* Brief *
The response must consist of the lines below from the one with "#include <cairo/cairo.h>" through the one with "do ch[n++] = *s++;", exactly as they appear and with both ends kept.

* Supplied data *
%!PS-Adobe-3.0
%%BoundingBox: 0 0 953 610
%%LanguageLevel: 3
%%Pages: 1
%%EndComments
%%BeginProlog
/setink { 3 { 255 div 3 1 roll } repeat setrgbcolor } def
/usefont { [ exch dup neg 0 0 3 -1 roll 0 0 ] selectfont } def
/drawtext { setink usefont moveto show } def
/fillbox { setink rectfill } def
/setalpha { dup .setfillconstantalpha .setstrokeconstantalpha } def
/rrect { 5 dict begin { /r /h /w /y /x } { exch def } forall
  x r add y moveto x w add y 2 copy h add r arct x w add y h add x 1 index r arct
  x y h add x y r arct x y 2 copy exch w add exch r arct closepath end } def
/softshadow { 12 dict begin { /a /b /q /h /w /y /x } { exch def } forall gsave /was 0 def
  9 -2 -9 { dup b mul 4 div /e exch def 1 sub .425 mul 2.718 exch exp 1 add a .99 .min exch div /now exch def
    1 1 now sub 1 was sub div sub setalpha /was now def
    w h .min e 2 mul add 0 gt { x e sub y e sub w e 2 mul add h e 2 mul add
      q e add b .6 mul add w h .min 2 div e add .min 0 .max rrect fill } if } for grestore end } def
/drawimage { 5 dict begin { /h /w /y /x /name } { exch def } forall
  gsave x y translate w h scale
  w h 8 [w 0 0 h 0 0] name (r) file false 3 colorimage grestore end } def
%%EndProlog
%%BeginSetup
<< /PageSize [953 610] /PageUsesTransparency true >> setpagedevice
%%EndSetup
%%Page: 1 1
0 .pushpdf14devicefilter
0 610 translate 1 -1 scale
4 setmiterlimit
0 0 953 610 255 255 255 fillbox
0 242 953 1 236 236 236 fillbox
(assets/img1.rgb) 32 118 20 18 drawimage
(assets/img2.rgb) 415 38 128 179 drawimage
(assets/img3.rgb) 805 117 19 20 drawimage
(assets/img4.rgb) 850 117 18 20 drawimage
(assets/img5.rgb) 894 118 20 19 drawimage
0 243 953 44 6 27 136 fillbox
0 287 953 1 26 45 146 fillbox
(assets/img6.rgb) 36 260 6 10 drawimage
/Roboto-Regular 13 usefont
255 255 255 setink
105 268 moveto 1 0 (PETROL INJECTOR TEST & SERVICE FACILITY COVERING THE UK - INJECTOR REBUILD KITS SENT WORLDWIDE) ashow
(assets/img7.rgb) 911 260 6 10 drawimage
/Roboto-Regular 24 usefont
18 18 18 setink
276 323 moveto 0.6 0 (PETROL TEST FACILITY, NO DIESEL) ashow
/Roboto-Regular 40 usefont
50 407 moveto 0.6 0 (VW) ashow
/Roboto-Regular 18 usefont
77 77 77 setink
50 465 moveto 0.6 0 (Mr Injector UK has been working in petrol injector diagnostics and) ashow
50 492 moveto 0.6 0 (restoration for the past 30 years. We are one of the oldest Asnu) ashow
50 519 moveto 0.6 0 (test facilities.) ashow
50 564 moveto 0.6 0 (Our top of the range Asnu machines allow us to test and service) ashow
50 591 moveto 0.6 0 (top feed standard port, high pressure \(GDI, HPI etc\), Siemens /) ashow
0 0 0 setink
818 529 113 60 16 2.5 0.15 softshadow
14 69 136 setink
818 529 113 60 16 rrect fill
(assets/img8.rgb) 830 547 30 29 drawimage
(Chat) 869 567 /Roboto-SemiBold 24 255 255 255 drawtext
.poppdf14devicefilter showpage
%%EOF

...

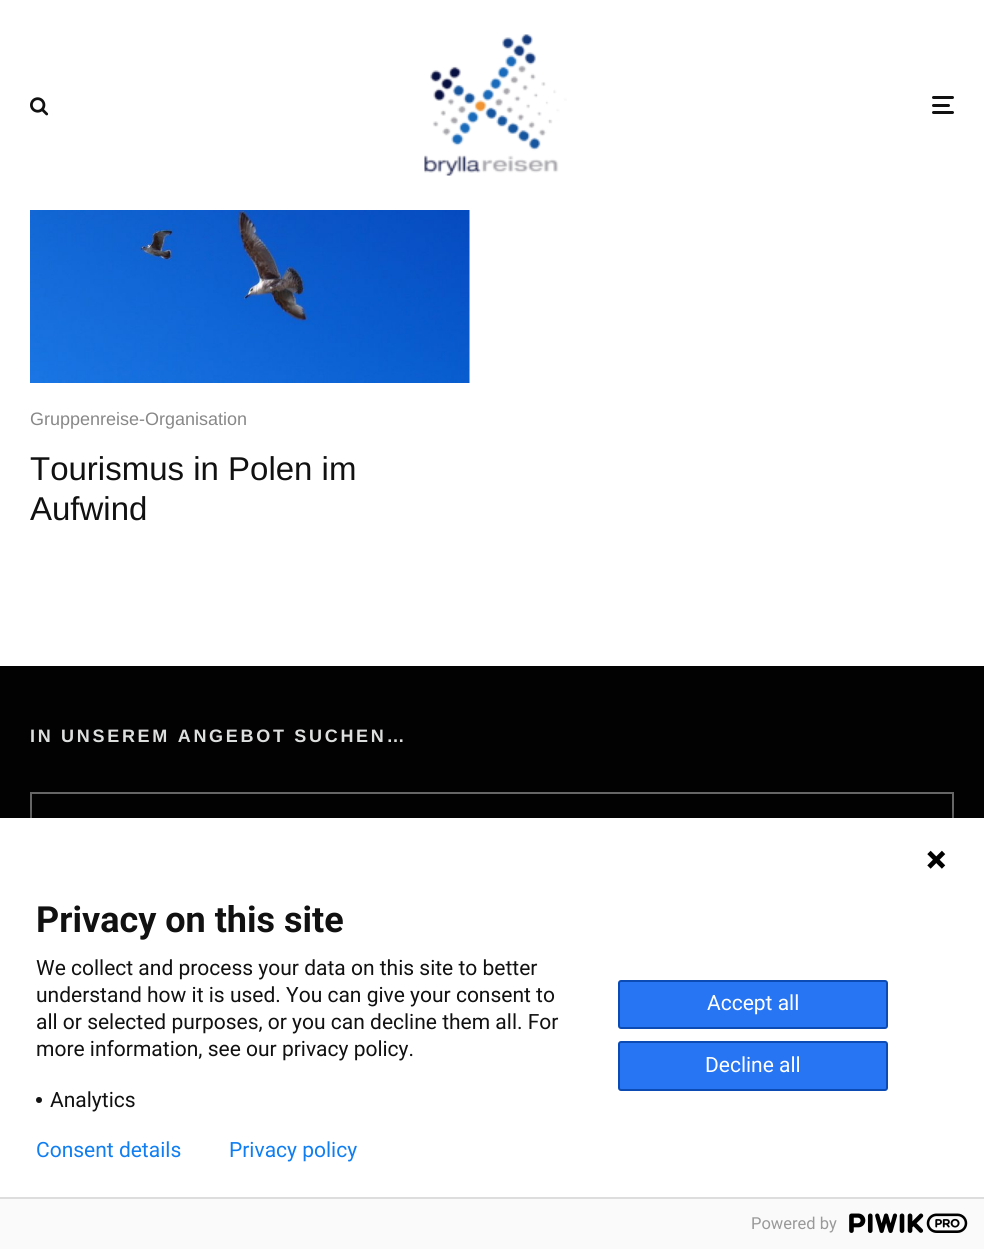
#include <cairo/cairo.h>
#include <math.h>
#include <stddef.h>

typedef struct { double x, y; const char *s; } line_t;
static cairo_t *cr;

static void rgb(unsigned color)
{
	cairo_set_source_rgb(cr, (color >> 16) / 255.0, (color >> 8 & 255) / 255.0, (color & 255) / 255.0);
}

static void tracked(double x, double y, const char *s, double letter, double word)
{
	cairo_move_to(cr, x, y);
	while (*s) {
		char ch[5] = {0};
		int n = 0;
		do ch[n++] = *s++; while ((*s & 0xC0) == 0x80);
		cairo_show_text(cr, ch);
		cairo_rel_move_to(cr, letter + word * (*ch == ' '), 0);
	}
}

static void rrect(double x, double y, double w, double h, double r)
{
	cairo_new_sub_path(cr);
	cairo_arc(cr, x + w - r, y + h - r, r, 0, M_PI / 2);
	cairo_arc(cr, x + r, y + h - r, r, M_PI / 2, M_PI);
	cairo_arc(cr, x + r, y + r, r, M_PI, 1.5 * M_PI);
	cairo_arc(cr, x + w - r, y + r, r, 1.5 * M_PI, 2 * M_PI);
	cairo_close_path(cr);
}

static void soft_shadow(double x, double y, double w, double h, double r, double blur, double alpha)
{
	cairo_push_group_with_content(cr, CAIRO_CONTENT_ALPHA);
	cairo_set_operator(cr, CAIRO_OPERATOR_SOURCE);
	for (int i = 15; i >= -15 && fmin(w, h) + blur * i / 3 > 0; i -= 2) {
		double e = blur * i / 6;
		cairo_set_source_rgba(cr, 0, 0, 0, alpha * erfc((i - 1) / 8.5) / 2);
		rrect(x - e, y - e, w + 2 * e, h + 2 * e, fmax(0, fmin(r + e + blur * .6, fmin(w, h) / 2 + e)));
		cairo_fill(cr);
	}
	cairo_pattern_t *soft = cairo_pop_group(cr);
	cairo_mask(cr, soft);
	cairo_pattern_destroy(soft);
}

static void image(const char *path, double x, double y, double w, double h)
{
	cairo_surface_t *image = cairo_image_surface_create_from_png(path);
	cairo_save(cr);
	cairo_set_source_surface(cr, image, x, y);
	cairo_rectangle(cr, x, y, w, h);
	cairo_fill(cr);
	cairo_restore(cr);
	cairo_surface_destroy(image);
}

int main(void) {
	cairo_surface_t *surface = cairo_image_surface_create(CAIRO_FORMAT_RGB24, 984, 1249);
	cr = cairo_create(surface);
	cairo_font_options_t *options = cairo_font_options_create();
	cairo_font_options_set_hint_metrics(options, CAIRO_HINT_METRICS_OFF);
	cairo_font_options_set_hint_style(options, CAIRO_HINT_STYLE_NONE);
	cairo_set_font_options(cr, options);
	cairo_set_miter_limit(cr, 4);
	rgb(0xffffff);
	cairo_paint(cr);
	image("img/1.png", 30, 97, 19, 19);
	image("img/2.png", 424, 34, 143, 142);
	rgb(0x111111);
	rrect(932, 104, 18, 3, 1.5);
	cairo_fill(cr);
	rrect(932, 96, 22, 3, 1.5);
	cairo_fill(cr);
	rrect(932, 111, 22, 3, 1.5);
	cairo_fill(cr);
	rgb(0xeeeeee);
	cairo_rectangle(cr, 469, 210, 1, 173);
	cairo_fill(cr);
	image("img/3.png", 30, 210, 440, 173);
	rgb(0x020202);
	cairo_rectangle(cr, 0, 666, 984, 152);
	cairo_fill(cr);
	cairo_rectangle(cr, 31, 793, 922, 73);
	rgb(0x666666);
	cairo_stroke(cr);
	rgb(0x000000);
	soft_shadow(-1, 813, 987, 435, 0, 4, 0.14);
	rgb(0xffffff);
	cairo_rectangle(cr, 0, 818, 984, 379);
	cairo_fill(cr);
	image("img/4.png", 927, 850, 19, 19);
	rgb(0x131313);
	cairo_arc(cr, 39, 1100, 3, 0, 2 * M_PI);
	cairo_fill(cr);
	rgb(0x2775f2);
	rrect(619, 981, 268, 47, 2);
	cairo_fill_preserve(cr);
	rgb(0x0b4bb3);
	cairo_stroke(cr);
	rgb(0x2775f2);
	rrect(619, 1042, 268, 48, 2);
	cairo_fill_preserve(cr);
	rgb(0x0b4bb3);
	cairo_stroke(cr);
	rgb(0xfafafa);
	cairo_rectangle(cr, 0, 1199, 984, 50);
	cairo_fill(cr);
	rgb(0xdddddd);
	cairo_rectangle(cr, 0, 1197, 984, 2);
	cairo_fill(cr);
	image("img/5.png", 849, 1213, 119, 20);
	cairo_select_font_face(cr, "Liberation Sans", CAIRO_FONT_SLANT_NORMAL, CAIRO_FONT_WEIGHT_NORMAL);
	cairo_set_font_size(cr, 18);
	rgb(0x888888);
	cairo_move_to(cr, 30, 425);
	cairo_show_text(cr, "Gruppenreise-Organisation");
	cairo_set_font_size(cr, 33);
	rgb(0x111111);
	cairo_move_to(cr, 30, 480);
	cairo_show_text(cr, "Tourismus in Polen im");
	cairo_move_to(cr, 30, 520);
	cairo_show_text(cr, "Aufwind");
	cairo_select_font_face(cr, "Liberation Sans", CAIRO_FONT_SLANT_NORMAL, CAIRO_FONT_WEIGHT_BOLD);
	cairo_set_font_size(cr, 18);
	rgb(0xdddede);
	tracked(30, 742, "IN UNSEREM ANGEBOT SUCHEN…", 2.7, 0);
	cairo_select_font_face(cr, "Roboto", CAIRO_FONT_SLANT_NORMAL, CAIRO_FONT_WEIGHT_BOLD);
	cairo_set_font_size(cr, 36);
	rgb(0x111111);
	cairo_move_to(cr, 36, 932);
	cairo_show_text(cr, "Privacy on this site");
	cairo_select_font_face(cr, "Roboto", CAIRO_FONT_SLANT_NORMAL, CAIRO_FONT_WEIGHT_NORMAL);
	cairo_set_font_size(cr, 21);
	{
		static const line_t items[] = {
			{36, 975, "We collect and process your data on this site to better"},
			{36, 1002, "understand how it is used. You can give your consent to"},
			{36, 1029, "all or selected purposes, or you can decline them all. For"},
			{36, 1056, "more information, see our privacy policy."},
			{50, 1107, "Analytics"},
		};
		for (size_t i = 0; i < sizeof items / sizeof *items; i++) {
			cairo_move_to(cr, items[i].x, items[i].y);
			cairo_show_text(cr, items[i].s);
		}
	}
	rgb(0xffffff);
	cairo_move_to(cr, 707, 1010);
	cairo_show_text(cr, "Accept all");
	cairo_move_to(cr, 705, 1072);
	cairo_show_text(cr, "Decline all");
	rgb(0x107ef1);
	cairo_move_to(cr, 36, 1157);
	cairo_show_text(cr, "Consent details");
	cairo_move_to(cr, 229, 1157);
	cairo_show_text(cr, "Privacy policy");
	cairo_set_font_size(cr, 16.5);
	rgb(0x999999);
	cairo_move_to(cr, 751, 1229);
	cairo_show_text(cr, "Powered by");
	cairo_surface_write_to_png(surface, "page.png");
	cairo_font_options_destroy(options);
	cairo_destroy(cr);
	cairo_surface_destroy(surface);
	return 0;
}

* Response area *
#include <cairo/cairo.h>
#include <math.h>
#include <stddef.h>

typedef struct { double x, y; const char *s; } line_t;
static cairo_t *cr;

static void rgb(unsigned color)
{
	cairo_set_source_rgb(cr, (color >> 16) / 255.0, (color >> 8 & 255) / 255.0, (color & 255) / 255.0);
}

static void tracked(double x, double y, const char *s, double letter, double word)
{
	cairo_move_to(cr, x, y);
	while (*s) {
		char ch[5] = {0};
		int n = 0;
		do ch[n++] = *s++; while ((*s & 0xC0) == 0x80);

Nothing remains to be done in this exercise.